Strengths It’s likely capable of anything you’d want from such product.
Weaknesses More expensive than alternatives, likely too overwhelming for a beginner.

Remember the example of cafes vs. restaurants? Even though both sell food and drinks, they don’t compete with one another because their targeting and positioning is different.

This is an important point. You need to know who your competitors are selling to (target segment) and how they want people to perceive their product and brand (positioning). Only then will you be equipped to position yourself to reach and attract the target segment you’re most interested in.

How do you do this?

The first stop is your competitor’s homepage:

Just from glancing at MailChimp’s homepage, we know that they provide marketing tools to SMBs. That’s their main segment.

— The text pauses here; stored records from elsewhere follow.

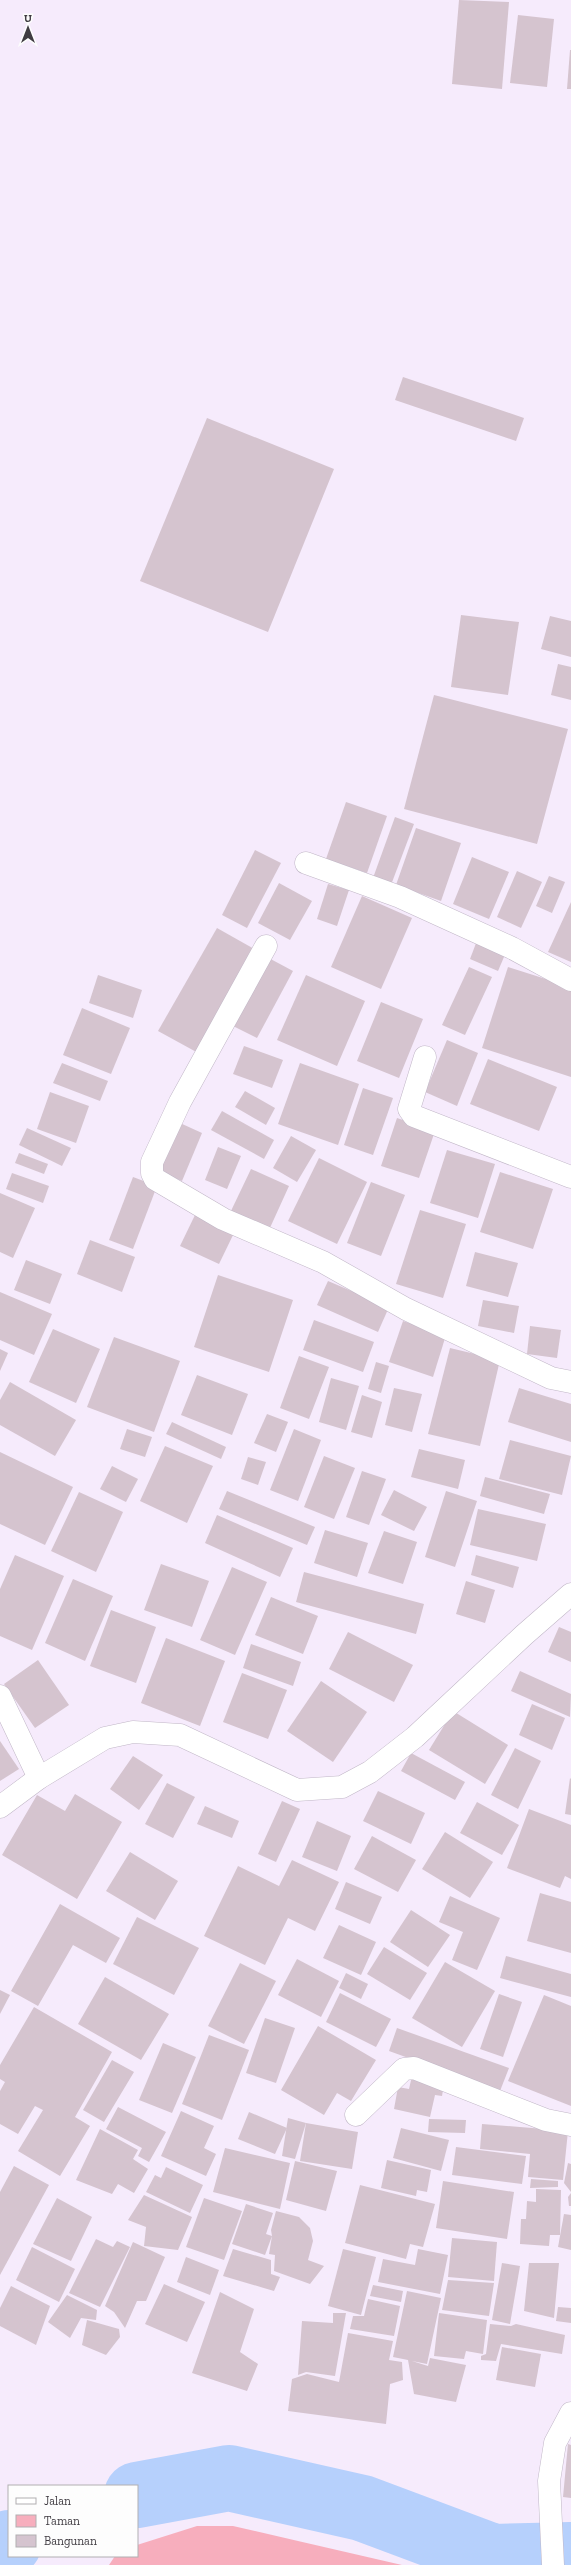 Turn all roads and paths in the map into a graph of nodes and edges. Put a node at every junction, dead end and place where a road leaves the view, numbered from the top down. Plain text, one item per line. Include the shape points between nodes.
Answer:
1 (306, 863) dead end
2 (266, 946) dead end
3 (571, 980) edge
4 (425, 1057) dead end
5 (571, 1176) edge
6 (571, 1382) edge
7 (571, 1594) edge
8 (0, 1696) edge
9 (39, 1778) junction
10 (0, 1808) edge
11 (356, 2115) dead end
12 (571, 2126) edge
13 (571, 2413) edge
14 (554, 2565) edge

1 - 3 street via 400,897 512,948
2 - 6 street via 180,1102 152,1162 155,1179 223,1219 323,1262 406,1309 551,1378
4 - 5 street via 409,1109 414,1116
7 - 9 street via 415,1737 370,1772 342,1787 297,1790 180,1735 146,1731 105,1738
8 - 9 street
9 - 10 street
11 - 12 street via 404,2069 414,2068 546,2120
13 - 14 street via 555,2443 549,2481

To dig deeper, you can read interviews with their C-suite where they often mention who they cater to. Product and pricing pages can also help, as some companies name their pricing tiers after target segments.

Ads also offer useful insights. They don’t have room for fluff, which makes them a great place to learn about a company’s positioning. To get started, look at their search ads. You can do that by clicking on the Ads report under Paid search tab in Site Explorer.

Mass marketing channels like TV ads and billboards are yet another source of insights as their main job is to make the viewer aware of the brand and associate it with certain assets. In the digital world, your second best source is Facebook Ads.

You can see the Facebook ads that any company is running when you visit their page. Just scroll to Page Transparency and click “See All”:

Then click “Go to Ad Library”:

Finally, select a country or apply even more filters to go through their ad variations.

Having gone through the steps above for MailChimp, it’s clear that SMBs are their primary target segment. What’s also interesting is that they’re now positioning themselves as an all-in-one marketing solution—not just an email marketing app. That provides a leverage for my imaginary company.